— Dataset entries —
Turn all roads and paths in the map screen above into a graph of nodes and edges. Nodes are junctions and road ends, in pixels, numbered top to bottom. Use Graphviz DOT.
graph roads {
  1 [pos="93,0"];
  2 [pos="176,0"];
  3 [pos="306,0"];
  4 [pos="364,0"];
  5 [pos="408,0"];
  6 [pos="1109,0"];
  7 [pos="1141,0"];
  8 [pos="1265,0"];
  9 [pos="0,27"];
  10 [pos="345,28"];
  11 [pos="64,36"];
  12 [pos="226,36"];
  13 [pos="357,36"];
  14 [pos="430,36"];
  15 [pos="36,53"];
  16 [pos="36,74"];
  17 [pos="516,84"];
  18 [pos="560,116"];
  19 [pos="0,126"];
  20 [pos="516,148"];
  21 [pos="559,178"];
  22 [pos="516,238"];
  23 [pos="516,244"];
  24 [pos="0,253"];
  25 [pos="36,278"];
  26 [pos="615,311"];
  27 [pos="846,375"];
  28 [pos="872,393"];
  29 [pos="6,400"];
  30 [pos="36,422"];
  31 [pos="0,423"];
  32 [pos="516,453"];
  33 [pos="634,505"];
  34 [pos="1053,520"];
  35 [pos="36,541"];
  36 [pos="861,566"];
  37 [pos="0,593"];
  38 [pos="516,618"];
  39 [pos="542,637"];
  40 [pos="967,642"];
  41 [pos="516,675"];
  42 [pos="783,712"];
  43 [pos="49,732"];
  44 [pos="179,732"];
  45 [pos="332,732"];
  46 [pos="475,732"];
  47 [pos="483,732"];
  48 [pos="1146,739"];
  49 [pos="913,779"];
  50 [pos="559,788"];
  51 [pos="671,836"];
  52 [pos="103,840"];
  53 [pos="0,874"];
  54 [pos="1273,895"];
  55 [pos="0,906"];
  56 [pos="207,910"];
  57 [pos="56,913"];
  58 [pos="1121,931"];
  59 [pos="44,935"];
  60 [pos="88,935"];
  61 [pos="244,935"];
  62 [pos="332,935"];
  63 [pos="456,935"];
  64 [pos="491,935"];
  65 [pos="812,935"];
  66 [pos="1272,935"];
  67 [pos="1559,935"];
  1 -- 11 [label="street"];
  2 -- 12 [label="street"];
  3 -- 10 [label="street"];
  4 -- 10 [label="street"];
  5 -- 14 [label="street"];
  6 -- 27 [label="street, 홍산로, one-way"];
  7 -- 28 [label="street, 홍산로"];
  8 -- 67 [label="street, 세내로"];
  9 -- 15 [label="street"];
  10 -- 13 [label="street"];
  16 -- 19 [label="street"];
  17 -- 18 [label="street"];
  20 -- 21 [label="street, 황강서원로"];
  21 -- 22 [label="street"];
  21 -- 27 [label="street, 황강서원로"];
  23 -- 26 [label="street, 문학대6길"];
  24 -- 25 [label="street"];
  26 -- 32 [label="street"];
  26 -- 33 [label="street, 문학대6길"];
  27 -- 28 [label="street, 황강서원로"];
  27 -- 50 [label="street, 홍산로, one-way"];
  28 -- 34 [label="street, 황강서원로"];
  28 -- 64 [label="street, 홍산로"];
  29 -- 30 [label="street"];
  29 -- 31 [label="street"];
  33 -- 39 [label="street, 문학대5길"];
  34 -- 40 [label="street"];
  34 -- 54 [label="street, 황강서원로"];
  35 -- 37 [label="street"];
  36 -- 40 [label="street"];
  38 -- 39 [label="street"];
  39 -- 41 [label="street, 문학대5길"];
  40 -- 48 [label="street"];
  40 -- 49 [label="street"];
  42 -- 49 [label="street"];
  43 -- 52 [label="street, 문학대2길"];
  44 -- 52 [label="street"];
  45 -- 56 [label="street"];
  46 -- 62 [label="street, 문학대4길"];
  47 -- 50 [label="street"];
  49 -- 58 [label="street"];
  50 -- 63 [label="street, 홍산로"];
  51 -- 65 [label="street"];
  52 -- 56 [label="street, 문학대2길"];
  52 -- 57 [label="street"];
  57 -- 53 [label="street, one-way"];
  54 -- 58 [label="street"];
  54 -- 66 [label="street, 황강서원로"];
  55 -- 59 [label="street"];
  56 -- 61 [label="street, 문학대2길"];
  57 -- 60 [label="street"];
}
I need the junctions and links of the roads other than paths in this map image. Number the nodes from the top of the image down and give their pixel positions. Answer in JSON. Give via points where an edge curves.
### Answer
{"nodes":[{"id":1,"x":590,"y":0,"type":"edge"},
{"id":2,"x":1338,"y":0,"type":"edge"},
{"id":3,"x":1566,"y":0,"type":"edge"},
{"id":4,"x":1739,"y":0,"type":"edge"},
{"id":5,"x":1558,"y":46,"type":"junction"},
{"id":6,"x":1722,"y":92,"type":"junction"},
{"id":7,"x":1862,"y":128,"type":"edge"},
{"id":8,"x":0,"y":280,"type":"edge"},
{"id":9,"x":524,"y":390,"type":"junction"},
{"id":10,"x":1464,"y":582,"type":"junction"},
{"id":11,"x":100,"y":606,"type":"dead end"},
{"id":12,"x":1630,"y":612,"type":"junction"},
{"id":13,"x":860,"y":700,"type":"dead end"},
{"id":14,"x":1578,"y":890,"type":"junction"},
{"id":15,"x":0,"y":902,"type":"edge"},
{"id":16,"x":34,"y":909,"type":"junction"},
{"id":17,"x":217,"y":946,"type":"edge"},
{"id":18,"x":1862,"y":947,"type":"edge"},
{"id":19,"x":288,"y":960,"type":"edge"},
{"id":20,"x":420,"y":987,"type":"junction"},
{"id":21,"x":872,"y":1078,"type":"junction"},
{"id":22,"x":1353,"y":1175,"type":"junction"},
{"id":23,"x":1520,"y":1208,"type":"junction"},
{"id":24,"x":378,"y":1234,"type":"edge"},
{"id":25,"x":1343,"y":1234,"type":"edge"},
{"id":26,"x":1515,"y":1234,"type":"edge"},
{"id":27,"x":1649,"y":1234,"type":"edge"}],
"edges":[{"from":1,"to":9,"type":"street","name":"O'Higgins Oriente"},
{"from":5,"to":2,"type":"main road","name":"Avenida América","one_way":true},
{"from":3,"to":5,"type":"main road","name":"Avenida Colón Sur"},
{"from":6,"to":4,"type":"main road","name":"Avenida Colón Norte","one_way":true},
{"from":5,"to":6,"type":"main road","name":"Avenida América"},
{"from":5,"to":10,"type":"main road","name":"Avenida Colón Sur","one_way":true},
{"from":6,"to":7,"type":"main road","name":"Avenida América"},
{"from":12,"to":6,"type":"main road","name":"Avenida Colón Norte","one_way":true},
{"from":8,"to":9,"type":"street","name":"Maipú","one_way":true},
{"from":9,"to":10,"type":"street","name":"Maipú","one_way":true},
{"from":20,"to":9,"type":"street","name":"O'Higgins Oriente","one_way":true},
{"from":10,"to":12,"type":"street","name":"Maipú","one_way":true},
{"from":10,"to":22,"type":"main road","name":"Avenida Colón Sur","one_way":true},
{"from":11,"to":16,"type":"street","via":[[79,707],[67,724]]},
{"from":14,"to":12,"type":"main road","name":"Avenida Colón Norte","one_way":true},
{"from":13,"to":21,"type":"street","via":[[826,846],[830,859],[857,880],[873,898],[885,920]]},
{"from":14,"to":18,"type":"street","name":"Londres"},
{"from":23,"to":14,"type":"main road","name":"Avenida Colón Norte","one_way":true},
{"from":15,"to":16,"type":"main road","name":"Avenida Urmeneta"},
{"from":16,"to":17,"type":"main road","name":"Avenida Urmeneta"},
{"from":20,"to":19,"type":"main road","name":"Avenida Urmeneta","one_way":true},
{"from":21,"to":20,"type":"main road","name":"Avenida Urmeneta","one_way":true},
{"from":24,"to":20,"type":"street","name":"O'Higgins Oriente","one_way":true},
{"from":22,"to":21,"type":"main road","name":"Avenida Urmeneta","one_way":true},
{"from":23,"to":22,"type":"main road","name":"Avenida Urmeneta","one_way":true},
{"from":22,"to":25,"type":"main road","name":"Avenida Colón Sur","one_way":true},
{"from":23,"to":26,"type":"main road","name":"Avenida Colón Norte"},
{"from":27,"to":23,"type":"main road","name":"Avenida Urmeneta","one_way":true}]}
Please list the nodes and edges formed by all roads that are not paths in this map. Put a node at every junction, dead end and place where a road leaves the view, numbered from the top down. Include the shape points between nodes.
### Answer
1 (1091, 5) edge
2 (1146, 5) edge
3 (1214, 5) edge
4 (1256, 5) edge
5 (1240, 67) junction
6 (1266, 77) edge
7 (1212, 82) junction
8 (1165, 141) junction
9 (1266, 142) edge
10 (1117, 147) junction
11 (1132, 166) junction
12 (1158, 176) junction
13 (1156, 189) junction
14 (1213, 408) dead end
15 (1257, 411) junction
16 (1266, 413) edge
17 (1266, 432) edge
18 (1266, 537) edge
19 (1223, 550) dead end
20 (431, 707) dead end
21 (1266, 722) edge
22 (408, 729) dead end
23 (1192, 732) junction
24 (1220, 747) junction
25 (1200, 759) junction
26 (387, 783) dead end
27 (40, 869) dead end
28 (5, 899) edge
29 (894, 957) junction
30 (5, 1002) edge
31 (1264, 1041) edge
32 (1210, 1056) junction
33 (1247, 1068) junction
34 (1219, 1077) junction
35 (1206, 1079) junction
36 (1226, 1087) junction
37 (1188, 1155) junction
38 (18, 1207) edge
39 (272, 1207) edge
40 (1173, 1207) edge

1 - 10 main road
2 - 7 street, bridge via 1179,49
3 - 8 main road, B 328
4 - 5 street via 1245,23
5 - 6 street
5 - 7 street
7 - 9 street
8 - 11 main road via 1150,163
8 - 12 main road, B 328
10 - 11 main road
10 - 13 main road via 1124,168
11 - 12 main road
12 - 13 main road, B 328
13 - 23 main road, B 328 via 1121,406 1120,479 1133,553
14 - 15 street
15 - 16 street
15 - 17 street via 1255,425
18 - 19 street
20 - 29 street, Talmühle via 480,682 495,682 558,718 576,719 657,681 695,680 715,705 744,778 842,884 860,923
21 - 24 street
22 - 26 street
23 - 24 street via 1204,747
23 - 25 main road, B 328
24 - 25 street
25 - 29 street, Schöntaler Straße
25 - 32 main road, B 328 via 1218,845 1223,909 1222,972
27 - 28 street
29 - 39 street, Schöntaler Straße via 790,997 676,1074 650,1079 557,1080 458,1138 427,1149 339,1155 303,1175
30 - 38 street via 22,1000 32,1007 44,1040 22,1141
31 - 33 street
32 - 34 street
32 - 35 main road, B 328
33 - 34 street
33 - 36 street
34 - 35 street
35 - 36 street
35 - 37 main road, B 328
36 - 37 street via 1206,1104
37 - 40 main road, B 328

— WHAT IS EXPECTED —
For the string "down", give the number of lines in the entries that contain it, with no other words.

— REPLY —
2